§ **Data to examine**:

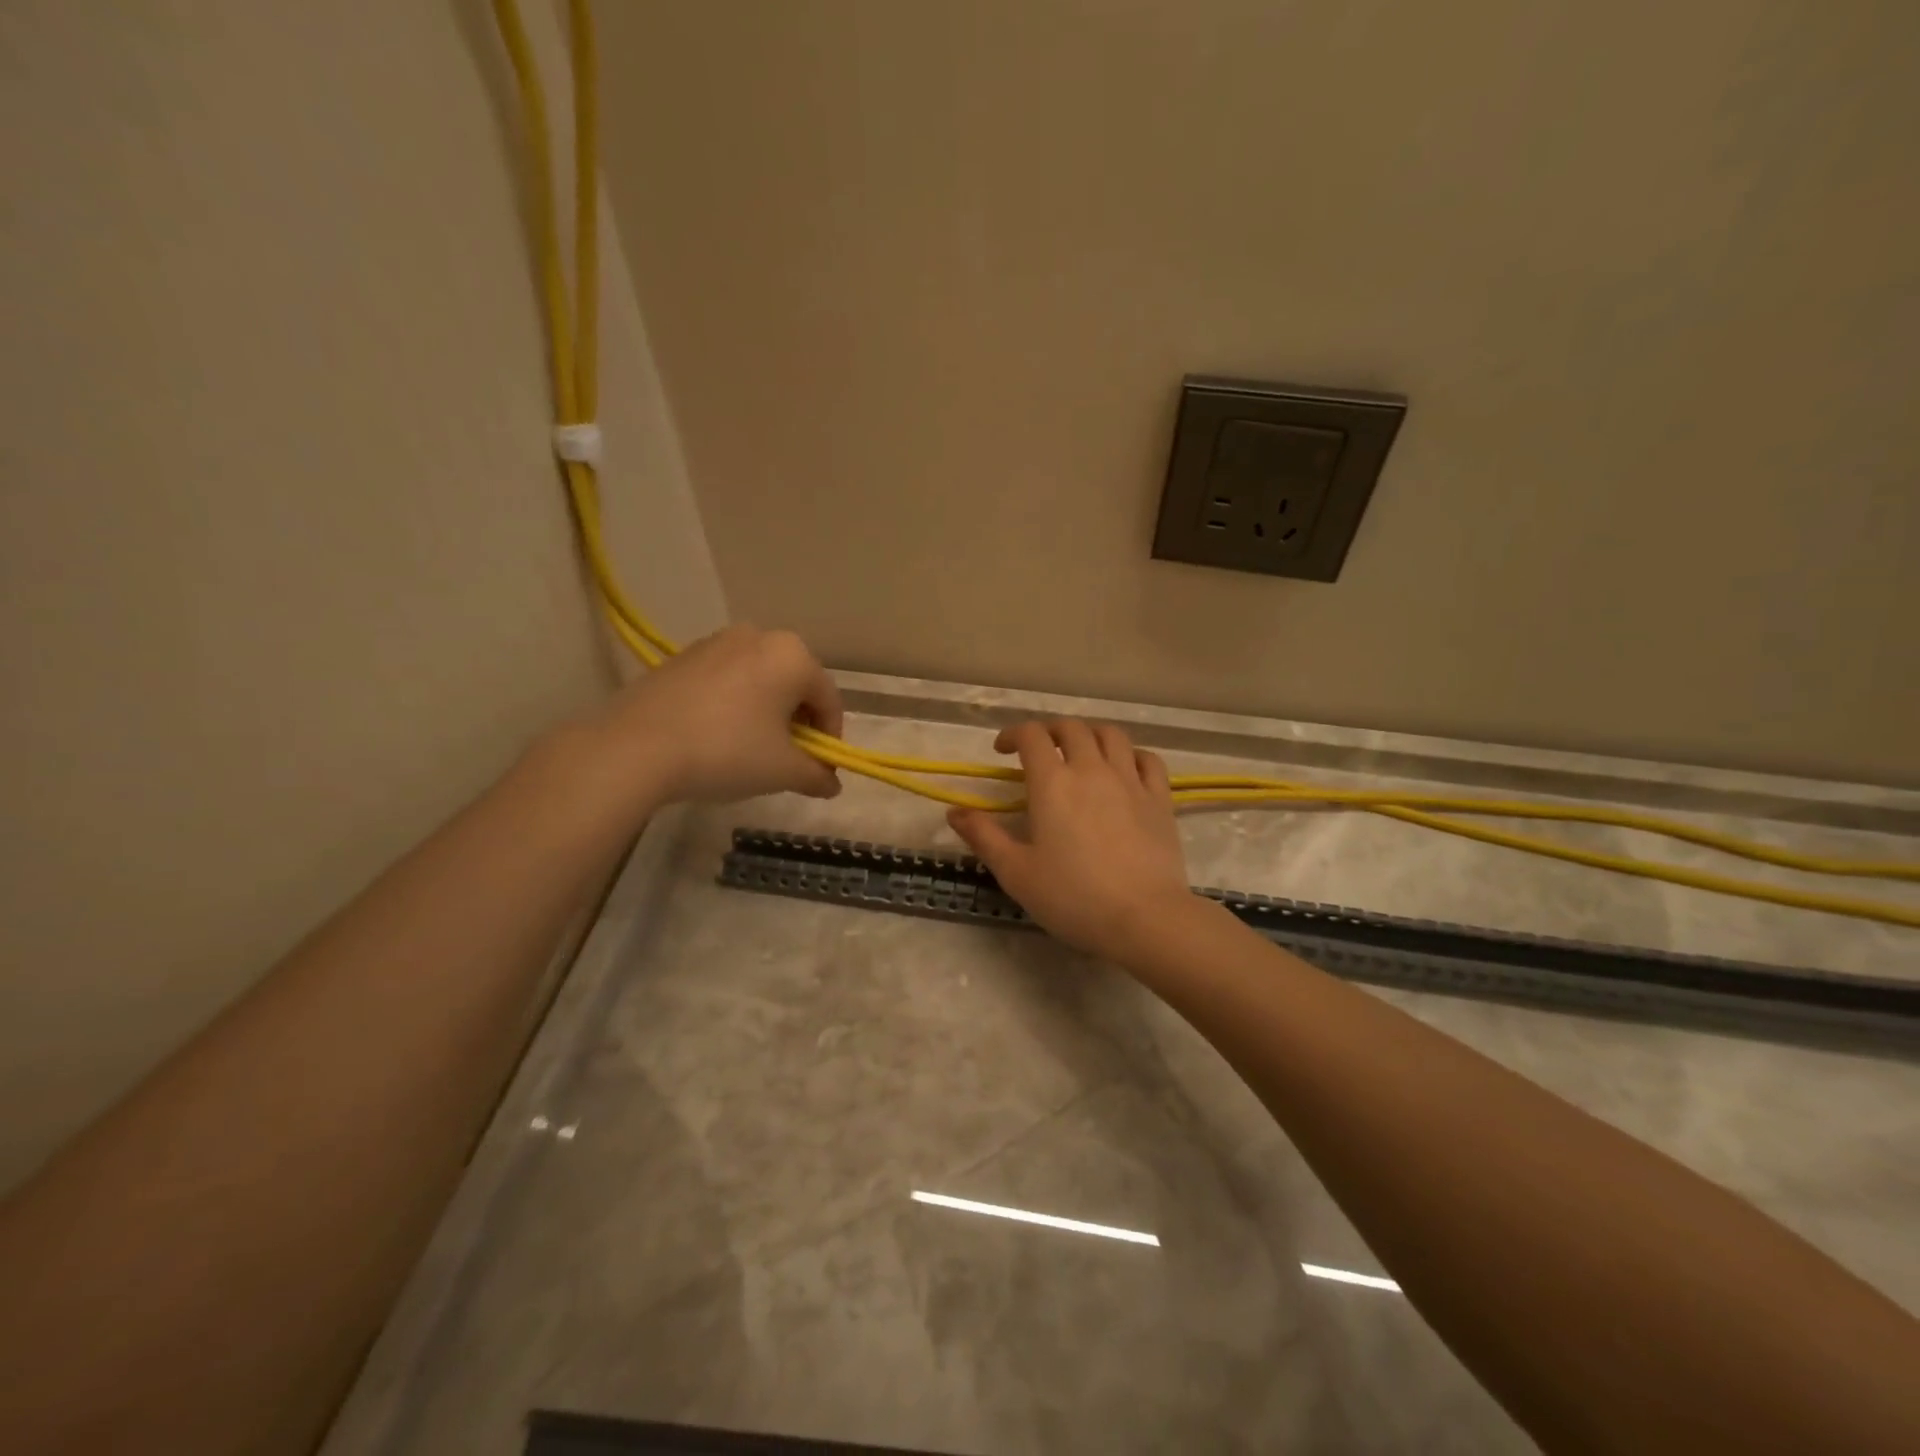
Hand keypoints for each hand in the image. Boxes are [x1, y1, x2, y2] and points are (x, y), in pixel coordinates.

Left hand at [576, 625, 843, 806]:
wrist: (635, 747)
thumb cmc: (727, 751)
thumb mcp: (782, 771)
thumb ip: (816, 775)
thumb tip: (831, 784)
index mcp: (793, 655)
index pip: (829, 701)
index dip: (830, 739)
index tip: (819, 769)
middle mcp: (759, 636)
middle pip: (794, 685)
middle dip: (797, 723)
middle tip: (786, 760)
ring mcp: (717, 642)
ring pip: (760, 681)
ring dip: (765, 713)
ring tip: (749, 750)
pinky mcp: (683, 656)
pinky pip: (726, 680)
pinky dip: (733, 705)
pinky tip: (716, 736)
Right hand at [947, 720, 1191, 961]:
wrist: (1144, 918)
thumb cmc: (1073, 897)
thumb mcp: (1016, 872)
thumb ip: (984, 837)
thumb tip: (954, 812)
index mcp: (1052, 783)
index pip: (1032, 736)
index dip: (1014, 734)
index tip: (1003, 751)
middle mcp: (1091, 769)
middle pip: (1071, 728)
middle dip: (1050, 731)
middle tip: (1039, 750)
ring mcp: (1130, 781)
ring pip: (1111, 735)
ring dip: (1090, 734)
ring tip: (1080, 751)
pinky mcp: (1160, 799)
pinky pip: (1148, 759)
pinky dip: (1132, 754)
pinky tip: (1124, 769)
--
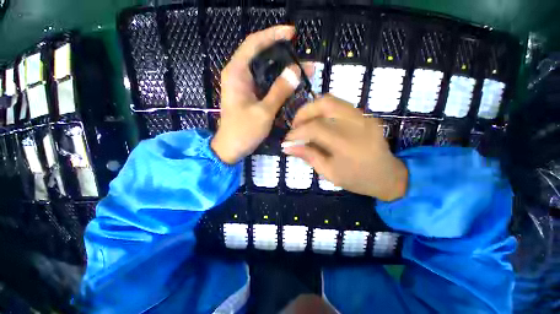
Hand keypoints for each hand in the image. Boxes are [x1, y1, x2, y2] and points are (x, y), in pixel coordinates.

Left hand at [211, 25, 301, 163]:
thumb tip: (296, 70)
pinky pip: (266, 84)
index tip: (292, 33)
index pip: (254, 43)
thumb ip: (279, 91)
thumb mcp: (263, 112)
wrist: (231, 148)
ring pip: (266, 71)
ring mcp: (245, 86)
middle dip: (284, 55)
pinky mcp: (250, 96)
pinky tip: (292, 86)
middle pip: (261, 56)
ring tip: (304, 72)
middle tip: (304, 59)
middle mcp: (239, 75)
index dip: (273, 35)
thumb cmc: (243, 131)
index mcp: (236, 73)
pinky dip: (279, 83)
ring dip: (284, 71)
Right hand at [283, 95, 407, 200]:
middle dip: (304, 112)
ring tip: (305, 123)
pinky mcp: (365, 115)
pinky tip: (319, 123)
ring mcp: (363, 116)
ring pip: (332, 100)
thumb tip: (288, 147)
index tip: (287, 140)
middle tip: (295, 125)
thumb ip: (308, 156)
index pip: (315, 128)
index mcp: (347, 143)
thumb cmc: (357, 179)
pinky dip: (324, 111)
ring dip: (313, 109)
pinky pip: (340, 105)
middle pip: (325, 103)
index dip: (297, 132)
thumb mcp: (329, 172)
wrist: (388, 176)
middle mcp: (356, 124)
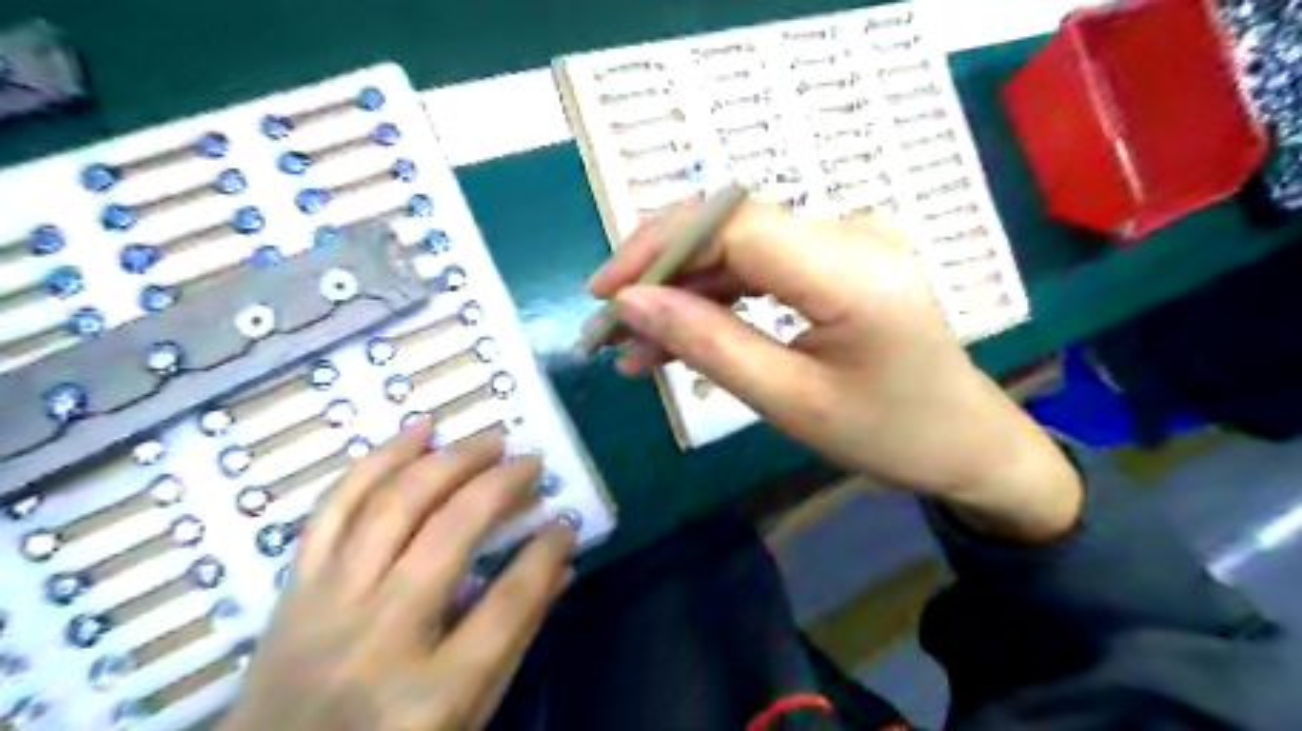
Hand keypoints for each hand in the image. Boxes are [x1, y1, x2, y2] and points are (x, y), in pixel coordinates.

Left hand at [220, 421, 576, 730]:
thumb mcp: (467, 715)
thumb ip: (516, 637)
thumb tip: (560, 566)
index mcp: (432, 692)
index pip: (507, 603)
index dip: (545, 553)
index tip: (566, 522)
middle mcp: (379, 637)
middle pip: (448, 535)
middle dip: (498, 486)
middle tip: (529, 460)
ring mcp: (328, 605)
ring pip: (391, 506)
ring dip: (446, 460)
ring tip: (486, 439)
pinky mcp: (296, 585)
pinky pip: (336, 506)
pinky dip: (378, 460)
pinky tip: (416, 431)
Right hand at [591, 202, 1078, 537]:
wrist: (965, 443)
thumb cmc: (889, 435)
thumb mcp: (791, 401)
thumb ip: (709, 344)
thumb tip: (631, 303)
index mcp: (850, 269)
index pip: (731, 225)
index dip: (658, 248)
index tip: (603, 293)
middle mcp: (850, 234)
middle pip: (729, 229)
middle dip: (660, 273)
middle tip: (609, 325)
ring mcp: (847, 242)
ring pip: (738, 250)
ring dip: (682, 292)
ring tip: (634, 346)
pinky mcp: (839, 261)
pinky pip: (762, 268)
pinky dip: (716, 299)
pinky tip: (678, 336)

§ **Task statement**: There is a line with "middle dip: (660, 273)" and a line with "pinky tip: (678, 336)" above. Copy exactly those two lines and all lines between them, with nothing else.

§ **Exercise output**:
middle dip: (660, 273)
middle tip: (609, 325)
ring mcp: (847, 242)
ring pip: (738, 250)
ring dip: (682, 292)
ring tip: (634, 346)
pinky mcp: (839, 261)
pinky pip: (762, 268)
pinky dip: (716, 299)
pinky tip: (678, 336)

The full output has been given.